In The Car

April 2, 2017

This marks the 9th story in a series I hope lasts a very long time.

You tell me your stories.  I write them down.  

Because this is how we connect.

 

 

Their mother pulls away from the house, the backseat and trunk and roof weighted down with the rest of their things.  They pull out behind her, the oldest at the wheel and her siblings as passengers.  They are all quiet and still.  They are all leaving their home.  They are all leaving the man who stands at the end of the driveway watching them go. 

 

The oldest daughter turns on the radio, tries not to look back.  Their father's music fills the car, but nobody sings.  They just follow their mother.

 

"Do you really think Dad will be OK?" the youngest asks.  

 

His sisters don't know, but they tell him that they do.  They tell him that Dad will be OK.

 

They stop at lights, make several turns, pass houses and stores and their schools and then they hear a funny sound.   It's coming from somewhere in the car.  They ask each other what the sound is, but of course none of them can know.  They are too young to understand the sounds of cars or marriages or what makes them break.

 

Everything slows down then and they cannot make it go any faster and they begin to move the car off to the side of the road because they know it is going to stop and finally it does.
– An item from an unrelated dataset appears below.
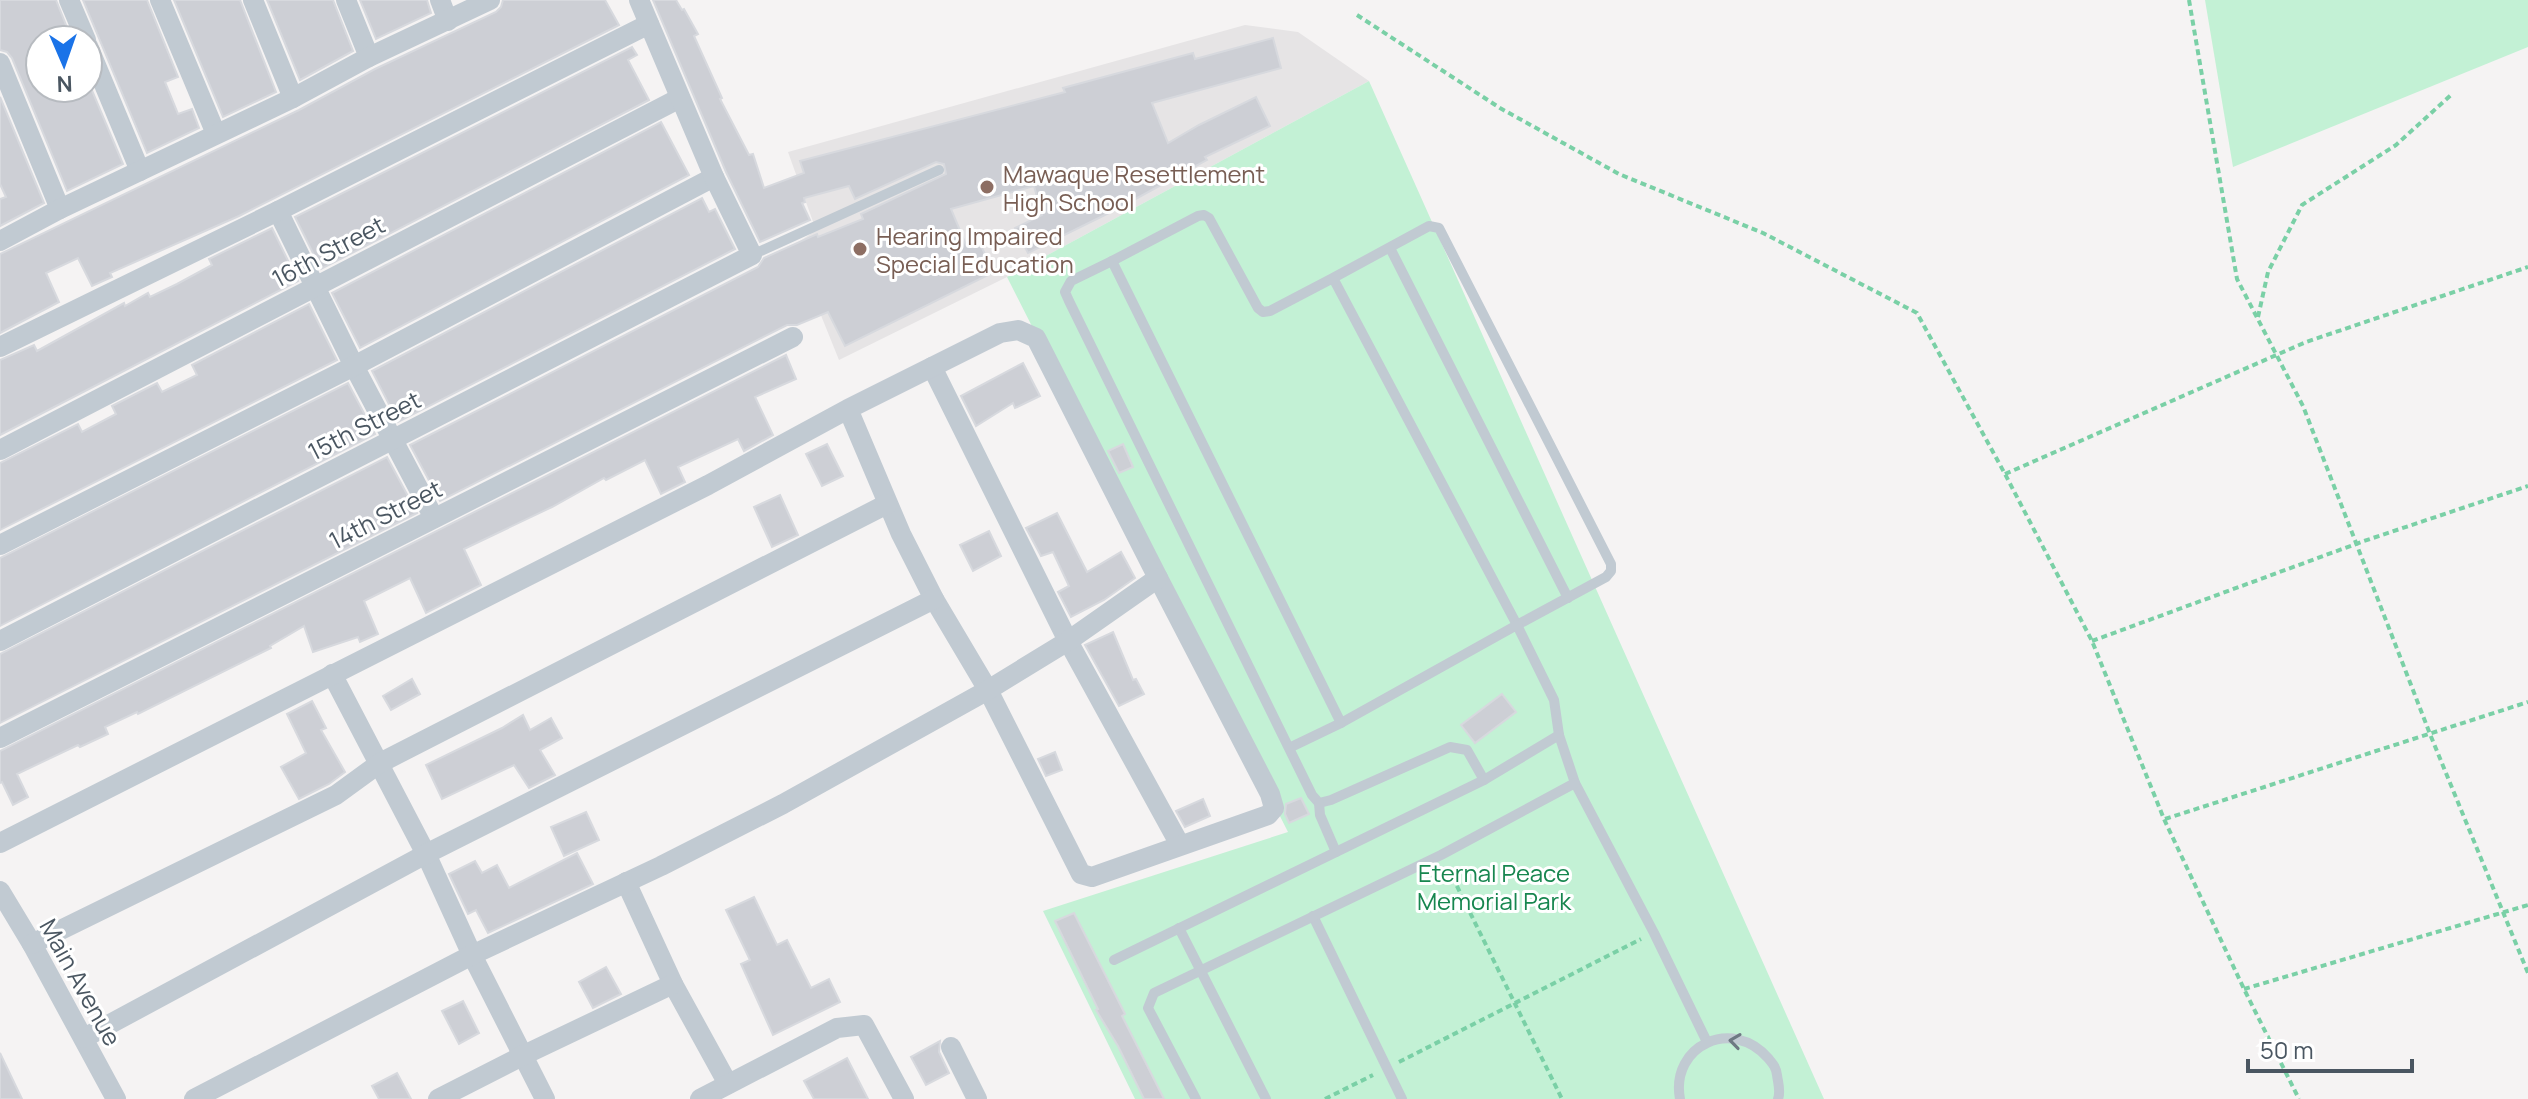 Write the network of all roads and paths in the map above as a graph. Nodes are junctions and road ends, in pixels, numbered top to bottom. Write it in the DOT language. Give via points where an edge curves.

It just stops.  It cannot go any further.  Maybe it knows that it's passengers can't either.  They cannot go any further.    

 

They see their mother's break lights ahead and then she pulls over too and starts backing toward them as they try to restart the car, but it will not start and so they all get out. 

 

They walk toward their mother and toward all of their things that are weighing them down. They tell her that the car will not start again.  She speaks right away. She doesn't hesitate.

 

"I'll go ahead to the new house and call your dad.  You guys get in the car and wait for him. Wait right here. Don't go anywhere else."

 

They are unsure.  They just left their father at the end of the driveway and they are unsure. They are too young to understand the sounds of cars or marriages or what makes them break. They are too young to understand fathers too.  They are too young to know that his love doesn't.  It does not break.

 

Some time goes by and some darkness falls and then they see slow lights pulling up behind them.  They all turn to look.

 

It is him.  It is their father in the car.